Below are the entries; return exactly the line with "Digitize the connectivity" and every later line, without anything else.

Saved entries
*** Block opens ***

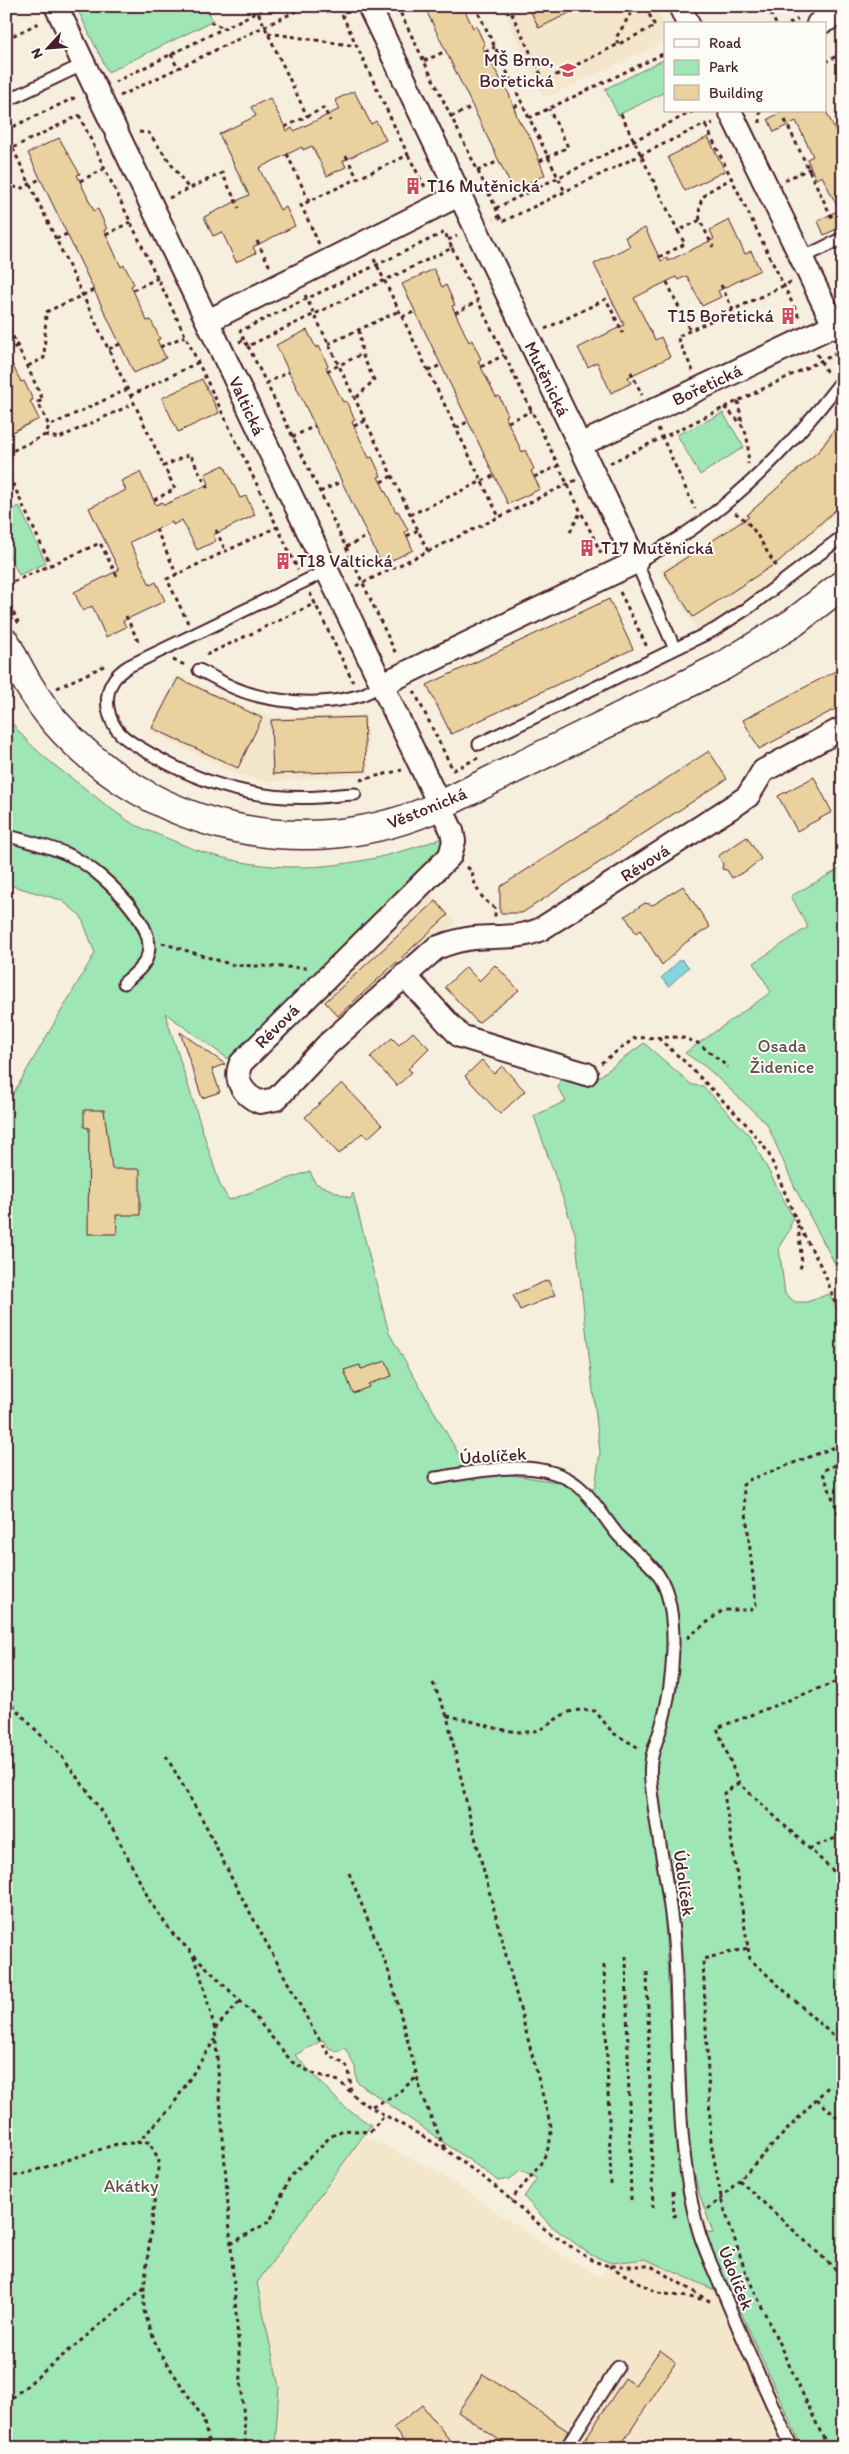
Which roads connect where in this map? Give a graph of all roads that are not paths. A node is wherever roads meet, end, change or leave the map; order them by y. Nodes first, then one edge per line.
1 (368, 6) edge
2 (680, 6) edge
3 (52, 12) edge
4 (843, 12) edge
5 (687, 22) edge
6 (822, 22) edge
7 (84, 64) junction
8 (6, 101) edge
9 (724, 116) edge
10 (459, 195) junction
11 (843, 238) edge
12 (806, 266) junction
13 (208, 321) junction
14 (838, 328) edge
15 (843, 379) edge
16 (580, 445) junction
17 (843, 536) edge
18 (636, 562) junction
19 (326, 571) junction
20 (843, 584) edge
21 (6, 643) edge
22 (676, 650) junction
23 (199, 670) dead end
24 (383, 684) junction
25 (843, 728) edge
26 (479, 744) dead end
27 (355, 794) dead end
28 (441, 805) junction
29 (6, 835) edge
30 (404, 975) junction
31 (124, 982) dead end
32 (586, 1074) road end
33 (435, 1478) dead end
34 (618, 2367) dead end
35 (566, 2448) edge
36 (784, 2448) edge

1 - 10 street, Mutěnická
2 - 5 street
3 - 7 street, Valtická
4 - 6 street
7 - 8 lane
7 - 13 street, Valtická
9 - 12 street, Bořetická
10 - 13 street
10 - 16 street, Mutěnická
11 - 12 lane
12 - 14 street, Bořetická
13 - 19 street, Valtická
14 - 16 street, Bořetická
15 - 18 lane
16 - 18 street, Mutěnická
17 - 22 lane
18 - 22 lane
18 - 24 street
19 - 24 street, Valtická
19 - 27 lane
20 - 28 street, Věstonická
21 - 28 street, Věstonická
22 - 26 lane
23 - 24 lane
24 - 28 street, Valtická
25 - 30 street, Révová
28 - 30 street, Révová
29 - 31 lane
30 - 32 street
33 - 36 lane, Údolíček
34 - 35 lane

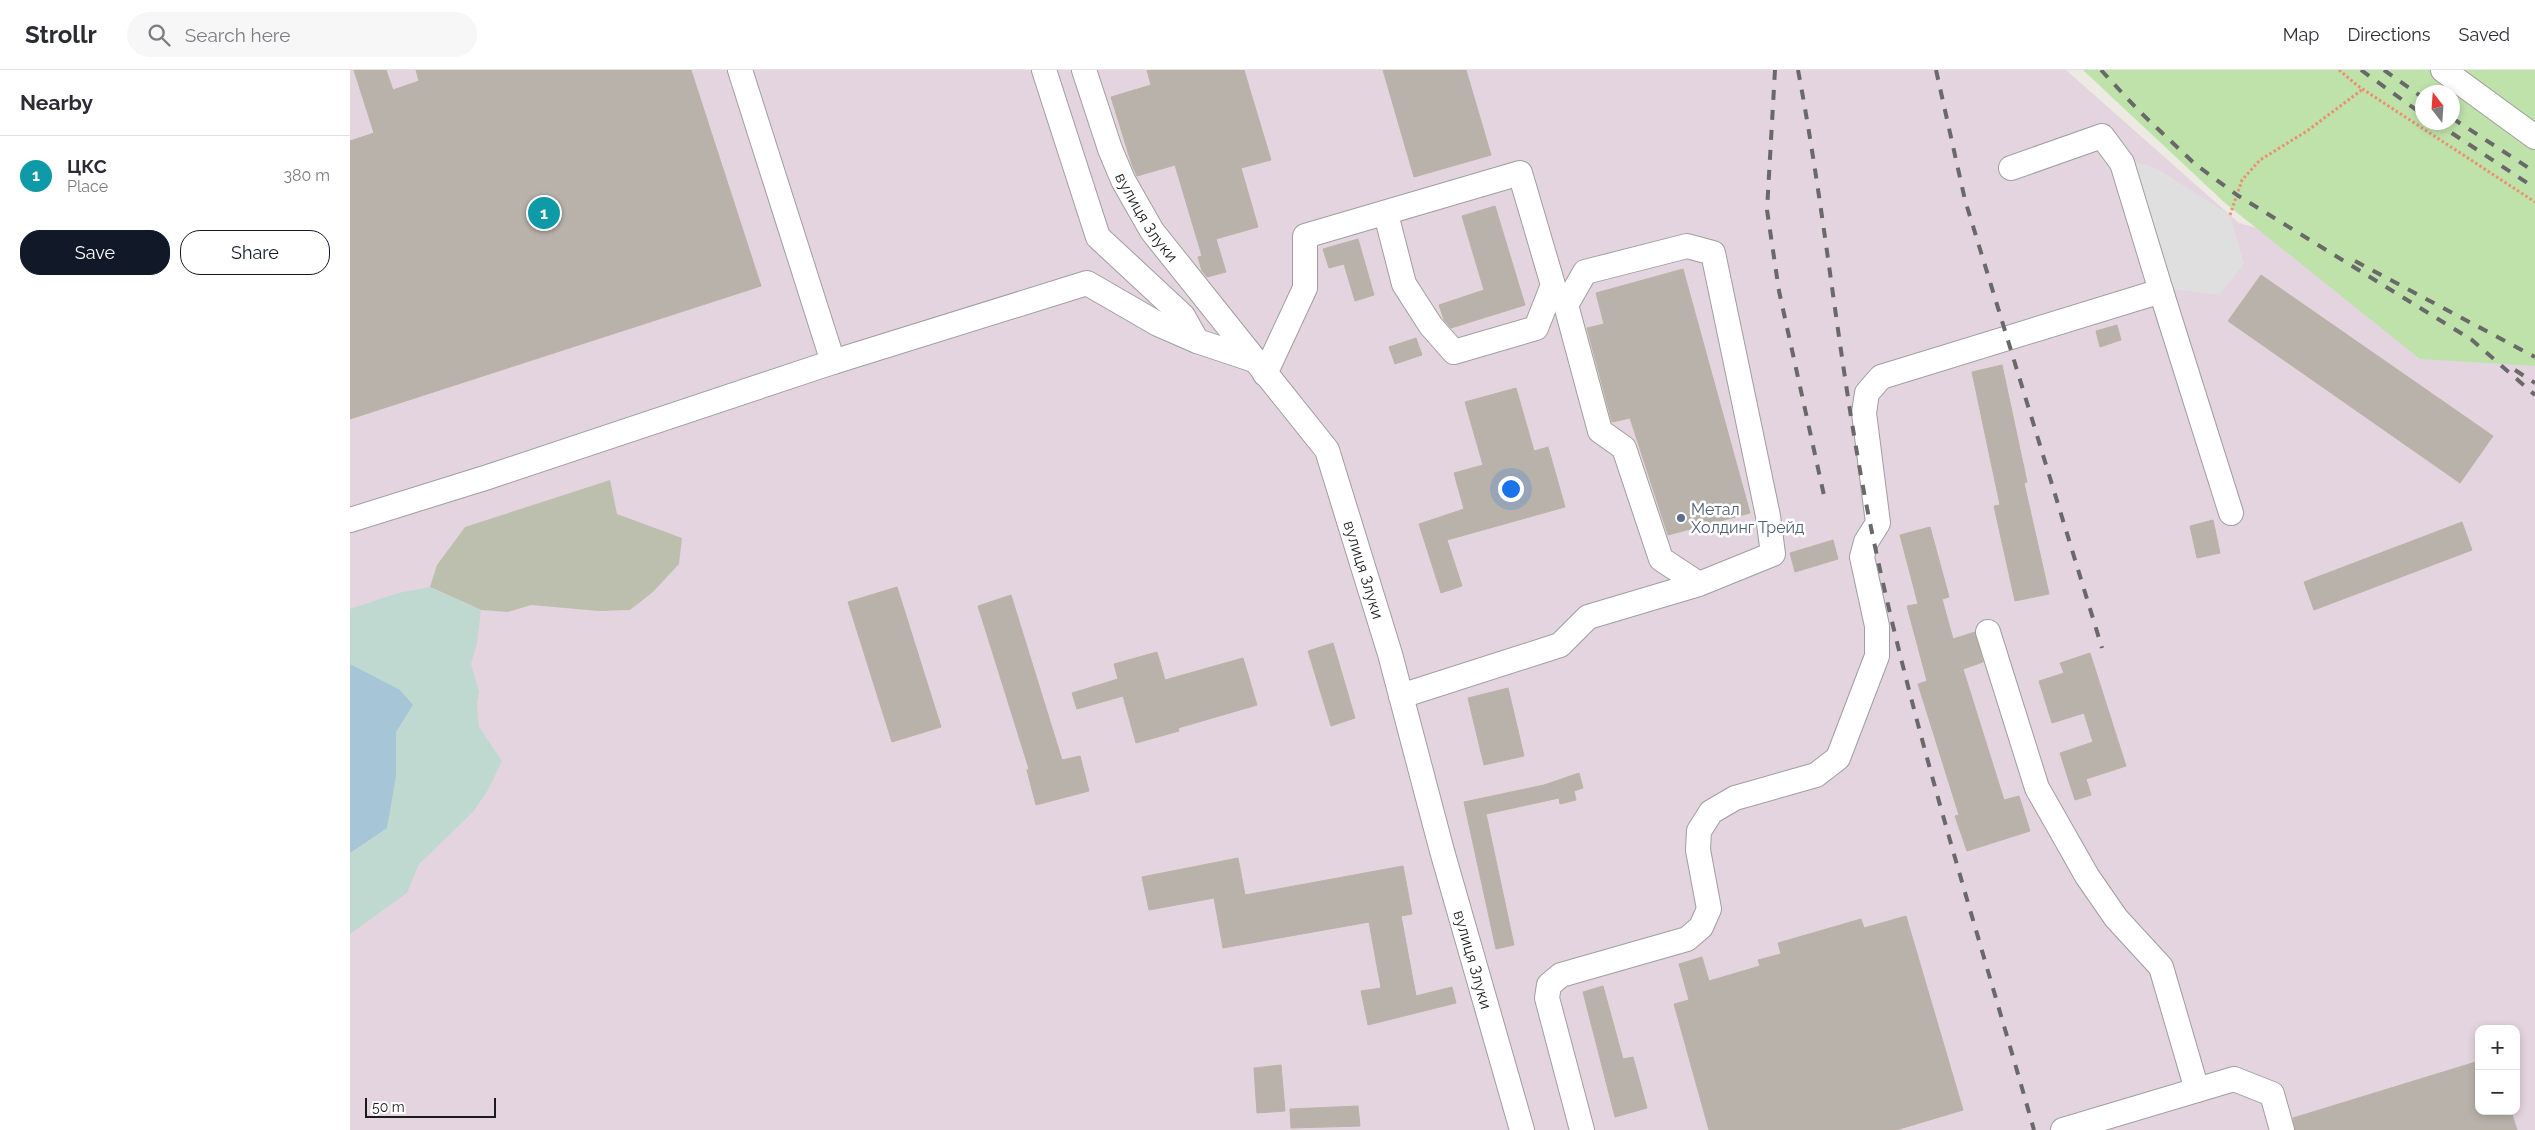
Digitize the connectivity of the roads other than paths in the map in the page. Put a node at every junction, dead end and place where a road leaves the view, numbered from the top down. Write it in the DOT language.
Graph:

*** Block closes ***

Answer to this task
Digitize the connectivity of the roads other than paths in the map in the page. Put a node at every junction, dead end and place where a road leaves the view, numbered from the top down. Write it in the DOT language.
Graph:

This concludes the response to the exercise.